_TASK OBJECTIVE_. Retype the records exactly, including every line.

[Source data]
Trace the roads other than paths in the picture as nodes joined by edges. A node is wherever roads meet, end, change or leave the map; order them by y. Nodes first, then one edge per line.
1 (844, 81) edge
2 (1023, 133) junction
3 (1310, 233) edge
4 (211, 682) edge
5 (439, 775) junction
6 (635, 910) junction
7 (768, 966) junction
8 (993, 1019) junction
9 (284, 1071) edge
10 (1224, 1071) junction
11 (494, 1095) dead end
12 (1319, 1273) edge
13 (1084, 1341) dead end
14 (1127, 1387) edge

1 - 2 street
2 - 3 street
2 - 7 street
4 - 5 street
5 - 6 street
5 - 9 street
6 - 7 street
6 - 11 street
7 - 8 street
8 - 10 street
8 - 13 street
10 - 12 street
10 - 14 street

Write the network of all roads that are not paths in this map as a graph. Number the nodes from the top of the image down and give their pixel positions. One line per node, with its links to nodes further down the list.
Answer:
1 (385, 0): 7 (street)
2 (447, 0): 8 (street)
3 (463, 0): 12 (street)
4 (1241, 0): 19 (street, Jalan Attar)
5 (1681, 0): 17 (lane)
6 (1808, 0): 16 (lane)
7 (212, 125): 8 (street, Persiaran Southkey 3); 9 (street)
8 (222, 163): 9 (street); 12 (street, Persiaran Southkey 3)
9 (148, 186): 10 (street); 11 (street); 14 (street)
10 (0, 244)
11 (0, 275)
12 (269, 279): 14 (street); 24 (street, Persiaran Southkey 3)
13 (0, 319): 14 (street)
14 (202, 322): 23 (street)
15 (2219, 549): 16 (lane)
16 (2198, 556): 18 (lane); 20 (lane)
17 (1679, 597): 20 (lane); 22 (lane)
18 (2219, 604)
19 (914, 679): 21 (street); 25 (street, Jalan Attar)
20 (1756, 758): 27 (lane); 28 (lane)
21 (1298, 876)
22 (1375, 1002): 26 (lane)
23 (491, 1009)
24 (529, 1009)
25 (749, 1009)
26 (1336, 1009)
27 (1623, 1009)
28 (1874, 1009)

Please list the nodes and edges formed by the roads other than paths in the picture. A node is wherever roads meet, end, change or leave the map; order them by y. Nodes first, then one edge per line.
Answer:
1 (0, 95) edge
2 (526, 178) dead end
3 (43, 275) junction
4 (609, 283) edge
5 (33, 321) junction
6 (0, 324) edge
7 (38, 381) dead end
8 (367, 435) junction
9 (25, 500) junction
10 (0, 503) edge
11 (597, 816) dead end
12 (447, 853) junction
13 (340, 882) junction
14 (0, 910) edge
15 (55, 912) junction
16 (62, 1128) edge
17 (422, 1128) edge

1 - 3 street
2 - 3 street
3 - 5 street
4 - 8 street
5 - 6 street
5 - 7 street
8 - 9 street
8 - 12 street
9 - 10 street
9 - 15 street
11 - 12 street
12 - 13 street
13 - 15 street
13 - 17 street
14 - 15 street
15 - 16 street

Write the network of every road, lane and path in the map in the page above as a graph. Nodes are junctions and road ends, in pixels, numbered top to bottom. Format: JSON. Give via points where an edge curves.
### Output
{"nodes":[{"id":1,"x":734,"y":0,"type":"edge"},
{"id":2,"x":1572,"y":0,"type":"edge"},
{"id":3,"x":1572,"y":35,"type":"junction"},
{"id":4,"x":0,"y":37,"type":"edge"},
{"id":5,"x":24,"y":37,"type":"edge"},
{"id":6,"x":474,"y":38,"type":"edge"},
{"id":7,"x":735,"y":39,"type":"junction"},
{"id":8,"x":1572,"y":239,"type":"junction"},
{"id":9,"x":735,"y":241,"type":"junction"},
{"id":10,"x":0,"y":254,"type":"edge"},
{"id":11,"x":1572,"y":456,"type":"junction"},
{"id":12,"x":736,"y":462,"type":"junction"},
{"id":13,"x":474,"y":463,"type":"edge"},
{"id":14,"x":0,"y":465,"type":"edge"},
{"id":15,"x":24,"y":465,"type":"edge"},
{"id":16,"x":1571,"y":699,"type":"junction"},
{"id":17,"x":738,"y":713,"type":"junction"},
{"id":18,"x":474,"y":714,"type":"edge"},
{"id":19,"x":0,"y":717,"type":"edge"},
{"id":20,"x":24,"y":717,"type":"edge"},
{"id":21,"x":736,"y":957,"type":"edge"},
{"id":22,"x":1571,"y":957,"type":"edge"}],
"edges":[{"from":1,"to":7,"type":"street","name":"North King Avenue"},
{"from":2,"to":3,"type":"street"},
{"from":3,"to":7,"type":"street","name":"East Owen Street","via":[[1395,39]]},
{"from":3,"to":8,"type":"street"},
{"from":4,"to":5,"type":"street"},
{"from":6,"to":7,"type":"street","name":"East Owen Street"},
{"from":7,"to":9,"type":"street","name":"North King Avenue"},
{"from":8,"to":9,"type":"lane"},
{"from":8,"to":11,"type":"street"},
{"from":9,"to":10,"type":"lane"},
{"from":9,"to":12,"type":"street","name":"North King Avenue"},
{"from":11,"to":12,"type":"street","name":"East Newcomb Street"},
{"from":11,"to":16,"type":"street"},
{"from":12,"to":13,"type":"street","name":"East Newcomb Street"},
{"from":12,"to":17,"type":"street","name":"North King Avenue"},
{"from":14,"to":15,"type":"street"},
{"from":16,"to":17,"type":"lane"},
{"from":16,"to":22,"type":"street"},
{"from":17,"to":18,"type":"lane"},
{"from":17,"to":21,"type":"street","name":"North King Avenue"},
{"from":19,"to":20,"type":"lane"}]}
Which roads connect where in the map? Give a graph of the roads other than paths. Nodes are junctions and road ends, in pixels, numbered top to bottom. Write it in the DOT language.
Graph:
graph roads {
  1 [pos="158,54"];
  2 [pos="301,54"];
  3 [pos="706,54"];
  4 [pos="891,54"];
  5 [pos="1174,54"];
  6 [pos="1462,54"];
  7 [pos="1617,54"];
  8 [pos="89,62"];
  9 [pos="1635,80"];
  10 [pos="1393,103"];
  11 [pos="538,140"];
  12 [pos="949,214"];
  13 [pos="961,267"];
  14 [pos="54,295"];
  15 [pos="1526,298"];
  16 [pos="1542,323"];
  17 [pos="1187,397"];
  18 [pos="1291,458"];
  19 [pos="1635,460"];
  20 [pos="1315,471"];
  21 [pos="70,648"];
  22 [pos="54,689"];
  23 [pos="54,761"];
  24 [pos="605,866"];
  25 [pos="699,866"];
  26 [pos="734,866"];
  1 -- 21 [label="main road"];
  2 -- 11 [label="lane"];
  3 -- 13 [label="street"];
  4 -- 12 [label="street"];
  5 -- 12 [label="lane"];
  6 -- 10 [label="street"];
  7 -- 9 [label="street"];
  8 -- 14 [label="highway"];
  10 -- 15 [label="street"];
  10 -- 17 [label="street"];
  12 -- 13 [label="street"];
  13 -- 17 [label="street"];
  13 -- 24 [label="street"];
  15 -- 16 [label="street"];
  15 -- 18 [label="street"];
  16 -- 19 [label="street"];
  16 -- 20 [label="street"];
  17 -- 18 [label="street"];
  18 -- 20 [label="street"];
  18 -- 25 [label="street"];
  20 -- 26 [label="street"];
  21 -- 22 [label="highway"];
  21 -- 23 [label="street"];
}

_WRITTEN SOLUTION_.
Trace the roads other than paths in the picture as nodes joined by edges. A node is wherever roads meet, end, change or leave the map; order them by y. Nodes first, then one edge per line.
1 (844, 81) edge
2 (1023, 133) junction
3 (1310, 233) edge
4 (211, 682) edge
5 (439, 775) junction
6 (635, 910) junction
7 (768, 966) junction
8 (993, 1019) junction
9 (284, 1071) edge
10 (1224, 1071) junction
11 (494, 1095) dead end
12 (1319, 1273) edge
13 (1084, 1341) dead end
14 (1127, 1387) edge

1 - 2 street
2 - 3 street
2 - 7 street
4 - 5 street
5 - 6 street
5 - 9 street
6 - 7 street
6 - 11 street
7 - 8 street
8 - 10 street
8 - 13 street
10 - 12 street
10 - 14 street

Write the network of all roads that are not paths in this map as a graph. Number the nodes from the top of the image down and give their pixel positions. One line per node, with its links to nodes further down the list.
Answer:
1 (385, 0): 7 (street)
2 (447, 0): 8 (street)
3 (463, 0): 12 (street)
4 (1241, 0): 19 (street, Jalan Attar)
5 (1681, 0): 17 (lane)
6 (1808, 0): 16 (lane)
7 (212, 125): 8 (street, Persiaran Southkey 3); 9 (street)
8 (222, 163): 9 (street); 12 (street, Persiaran Southkey 3)
9 (148, 186): 10 (street); 11 (street); 14 (street)
10 (0, 244)
11 (0, 275)
12 (269, 279): 14 (street); 24 (street, Persiaran Southkey 3)
13 (0, 319): 14 (street)
14 (202, 322): 23 (street)
15 (2219, 549): 16 (lane)
16 (2198, 556): 18 (lane); 20 (lane)
17 (1679, 597): 20 (lane); 22 (lane)
18 (2219, 604)
19 (914, 679): 21 (street); 25 (street, Jalan Attar)
20 (1756, 758): 27 (lane); 28 (lane)
21 (1298, 876)
22 (1375, 1002): 26 (lane)
23 (491, 1009)
24 (529, 1009)
25 (749, 1009)
26 (1336, 1009)
27 (1623, 1009)
28 (1874, 1009)

Please list the nodes and edges formed by the roads other than paths in the picture. A node is wherever roads meet, end, change or leave the map; order them by y. Nodes first, then one edge per line.
Answer:
1 (0, 95) edge
2 (526, 178) dead end
3 (43, 275) junction
4 (609, 283) edge
5 (33, 321) junction
6 (0, 324) edge
7 (38, 381) dead end
8 (367, 435) junction
9 (25, 500) junction
10 (0, 503) edge
11 (597, 816) dead end
12 (447, 853) junction
13 (340, 882) junction
14 (0, 910) edge
15 (55, 912) junction
16 (62, 1128) edge
17 (422, 1128) edge

1 - 3 street
2 - 3 street
3 - 5 street
4 - 8 street
5 - 6 street
5 - 7 street
8 - 9 street
8 - 12 street
9 - 10 street
9 - 15 street
11 - 12 street
12 - 13 street
13 - 15 street
13 - 17 street
14 - 15 street
15 - 16 street

Write the network of every road, lane and path in the map in the page above as a graph. Nodes are junctions and road ends, in pixels, numbered top to bottom. Format: JSON. Give via points where an edge curves.
### Output
{"nodes":[{"id":1,"x":734,"y":0,"type":"edge"},
{"id":2,"x":1572,"y":0,"type":"edge"},
{"id":3,"x":1572,"y":35,"type":"junction"},
{"id":4,"x":0,"y":37,"type":"edge"},
{"id":5,"x":24,"y":37,"type":"edge"},
{"id":6,"x":474,"y":38,"type":"edge"},
{"id":7,"x":735,"y":39,"type":"junction"},
{"id":8,"x":1572,"y":239,"type":"junction"},
{"id":9,"x":735,"y":241,"type":"junction"},
{"id":10,"x":0,"y":254,"type":"edge"},
{"id":11,"x":1572,"y":456,"type":"junction"},
{"id":12,"x":736,"y":462,"type":"junction"},
{"id":13,"x":474,"y":463,"type":"edge"},
{"id":14,"x":0,"y":465,"type":"edge"},
{"id":15,"x":24,"y":465,"type":"edge"},
{"id":16,"x":1571,"y":699,"type":"junction"},
{"id":17,"x":738,"y":713,"type":"junction"},
{"id":18,"x":474,"y":714,"type":"edge"},
{"id":19,"x":0,"y":717,"type":"edge"},
{"id":20,"x":24,"y":717,"type":"edge"},
{"id":21,"x":736,"y":957,"type":"edge"},
{"id":22,"x":1571,"y":957,"type":"edge"}],
"edges":[{"from":1,"to":7,"type":"street","name":"North King Avenue"},
{"from":2,"to":3,"type":"street"},
{"from":3,"to":7,"type":"street","name":"East Owen Street","via":[[1395,39]]},
{"from":3,"to":8,"type":"street"},
{"from":4,"to":5,"type":"street"},
{"from":6,"to":7,"type":"street","name":"East Owen Street"},
{"from":7,"to":9,"type":"street","name":"North King Avenue"},
{"from":8,"to":9,"type":"lane"},
{"from":8,"to":11,"type":"street"},
{"from":9,"to":10,"type":"lane"},
{"from":9,"to":12,"type":"street","name":"North King Avenue"},
{"from":11,"to":12,"type":"street","name":"East Newcomb Street"},
{"from":11,"to":16,"type":"street"},
{"from":12,"to":13,"type":"street","name":"East Newcomb Street"},
{"from":12,"to":17,"type":"street","name":"North King Avenue"},
{"from":14,"to":15,"type":"street"},
{"from":16,"to":17,"type":"lane"},
{"from":16,"to":22,"type":"street"},
{"from":17,"to":18,"type":"lane"},
{"from":17,"to":21,"type":"street","name":"North King Avenue"},
{"from":19,"to":20,"type":"lane"}]}
Which roads connect where in the map? Give a graph of the roads other than paths. Nodes are junctions and road ends, in pixels, numbered top to bottom. Write it in the DOT language.
Graph:
graph roads {
  1 [pos="158,54"];
  2 [pos="301,54"];
  3 [pos="706,54"];
  4 [pos="891,54"];
  5 [pos="1174,54"];
  6 [pos="1462,54"];
  7 [pos="1617,54"];
  8 [pos="89,62"];
  9 [pos="1635,80"];
  10 [pos="1393,103"];
  11 [pos="538,140"];
  12 [pos="949,214"];
  13 [pos="961,267"];
  14 [pos="54,295"];
  15 [pos="1526,298"];
  16 [pos="1542,323"];
  17 [pos="1187,397"];
  18 [pos="1291,458"];
  19 [pos="1635,460"];
  20 [pos="1315,471"];
  21 [pos="70,648"];
  22 [pos="54,689"];
  23 [pos="54,761"];
  24 [pos="605,866"];
  25 [pos="699,866"];
  26 [pos="734,866"];
  1 -- 21 [label="main road"];
  2 -- 11 [label="lane"];
  3 -- 13 [label="street"];
  4 -- 12 [label="street"];
  5 -- 12 [label="lane"];
  6 -- 10 [label="street"];
  7 -- 9 [label="street"];
  8 -- 14 [label="highway"];
  10 -- 15 [label="street"];
  10 -- 17 [label="street"];
  12 -- 13 [label="street"];
  13 -- 17 [label="street"];
  13 -- 24 [label="street"];
  15 -- 16 [label="street"];
  15 -- 18 [label="street"];
  16 -- 19 [label="street"];
  16 -- 20 [label="street"];
  17 -- 18 [label="street"];
  18 -- 20 [label="street"];
  18 -- 25 [label="street"];
  20 -- 26 [label="street"];
  21 -- 22 [label="highway"];
  21 -- 23 [label="street"];
}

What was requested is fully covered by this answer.